THE TASK: List the lines of this listing that hold the word "graph".

RECORDS FOR PROCESSING:
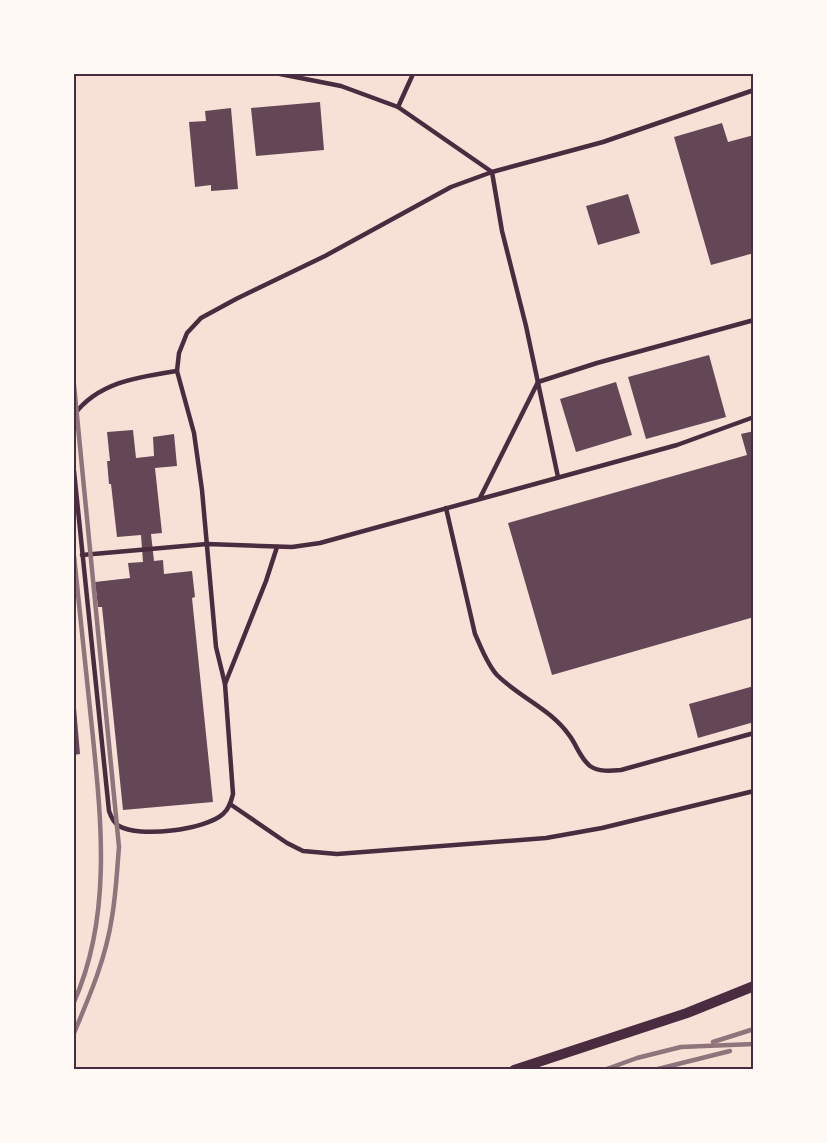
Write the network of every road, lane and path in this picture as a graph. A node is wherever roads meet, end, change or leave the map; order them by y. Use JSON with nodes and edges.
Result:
{"nodes":[{"id":1,"x":280,"y":74,"type":"edge"},
{"id":2,"x":413,"y":74,"type":"edge"},
{"id":3,"x":753,"y":90,"type":"edge"},
{"id":4,"x":398,"y":107,"type":"junction"},
{"id":5,"x":492,"y":172,"type":"junction"},
{"id":6,"x":753,"y":320,"type":"edge"},
{"id":7,"x":177,"y":371,"type":"junction"},
{"id":8,"x":537,"y":382,"type":"junction"},
{"id":9,"x":74,"y":415,"type":"edge"},
{"id":10,"x":753,"y":417,"type":"edge"},
{"id":11,"x":74,"y":471,"type":"edge"},
{"id":12,"x":558,"y":477,"type":"junction"},
{"id":13,"x":480,"y":498,"type":"junction"},
{"id":14,"x":446,"y":508,"type":"junction"},
{"id":15,"x":207,"y":544,"type":"junction"},
{"id":16,"x":277,"y":547,"type":"junction"},
{"id":17,"x":82,"y":555,"type":"junction"},
{"id":18,"x":225,"y":684,"type":"junction"},
{"id":19,"x":753,"y":733,"type":"edge"},
{"id":20,"x":753,"y":791,"type":"edge"},
{"id":21,"x":230,"y":804,"type":"junction"},
{"id":22,"x":753,"y":986,"type":"edge"},
{"id":23,"x":514,"y":1070,"type":"edge"}],
"edges":[{"from":1,"to":4,"type":"lane"},
{"from":2,"to":4,"type":"lane"},
{"from":3,"to":5,"type":"lane"},
{"from":4,"to":5,"type":"lane"},
{"from":5,"to":7,"type":"lane"},
{"from":5,"to":8,"type":"lane"},
{"from":6,"to":8,"type":"lane"},
{"from":7,"to":9,"type":"lane"},
{"from":7,"to":15,"type":"lane"},
{"from":8,"to":12,"type":"lane"},
{"from":8,"to":13,"type":"lane"},
{"from":10,"to":12,"type":"lane"},
{"from":11,"to":17,"type":"lane"},
{"from":12,"to":13,"type":"lane"},
{"from":13,"to":14,"type":"lane"},
{"from":14,"to":16,"type":"lane"},
{"from":14,"to":19,"type":"lane"},
{"from":15,"to":16,"type":"lane"},
{"from":15,"to":17,"type":"lane"},
{"from":15,"to":18,"type":"lane"},
{"from":16,"to":18,"type":"lane"},
{"from":17,"to":21,"type":"lane"},
{"from":18,"to":21,"type":"lane"},
{"from":20,"to":21,"type":"lane"},
{"from":22,"to":23,"type":"street"}]}
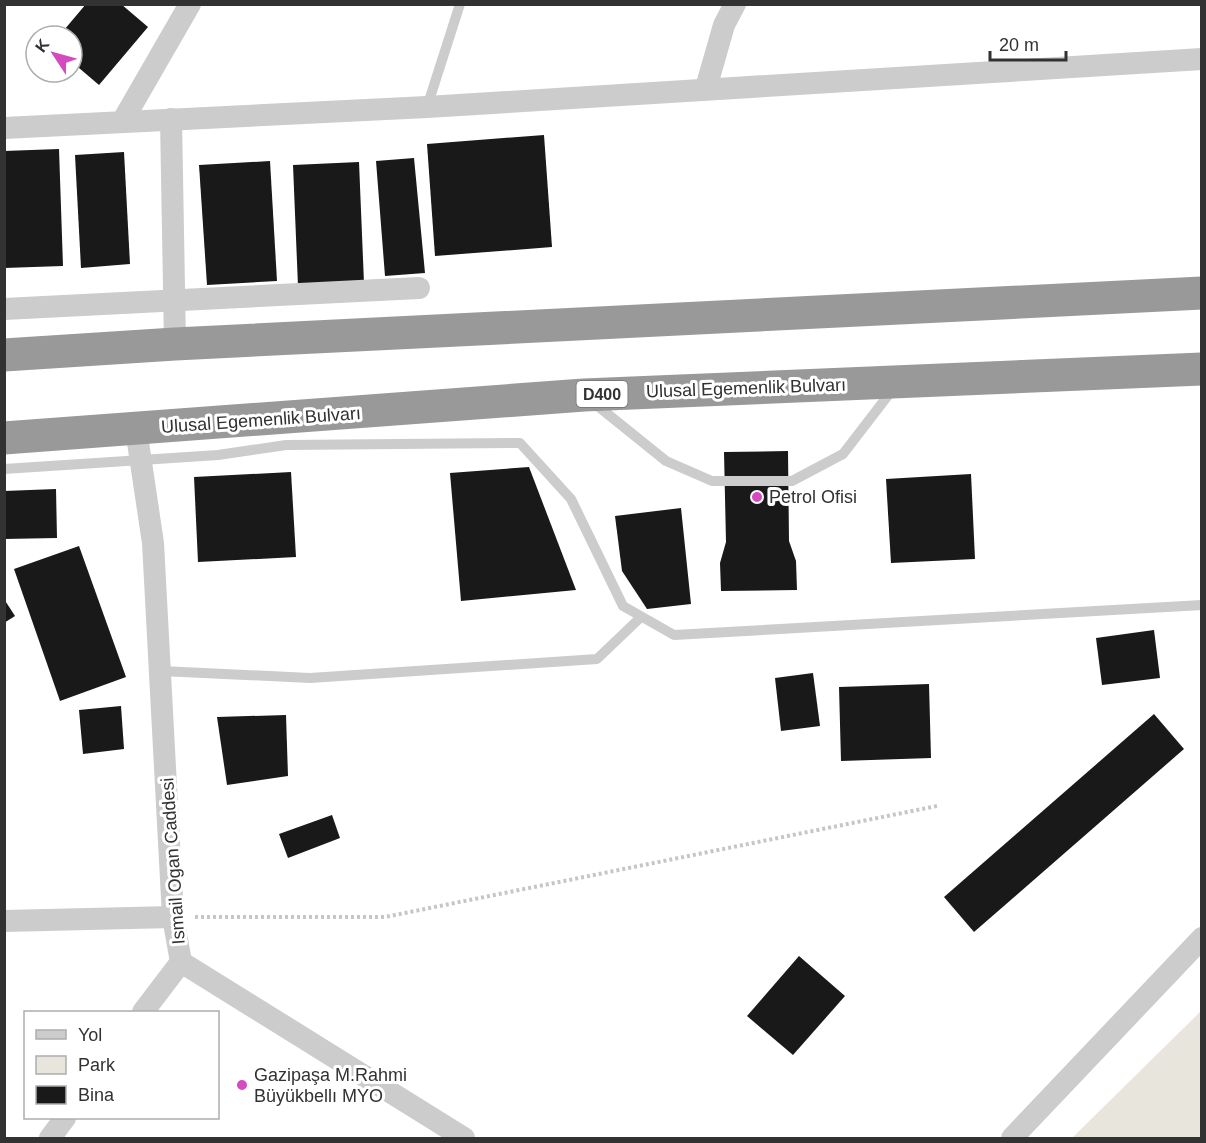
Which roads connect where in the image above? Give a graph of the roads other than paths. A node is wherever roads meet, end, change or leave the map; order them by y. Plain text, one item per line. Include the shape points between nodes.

SOLUTION TO THIS EXERCISE:
Write the network of every road, lane and path in this picture as a graph. A node is wherever roads meet, end, change or leave the map; order them by y. Use JSON with nodes and edges.
Which roads connect where in the image above? Give a graph of the roads other than paths. A node is wherever roads meet, end, change or leave the map; order them by y. Plain text, one item per line. Include the shape points between nodes.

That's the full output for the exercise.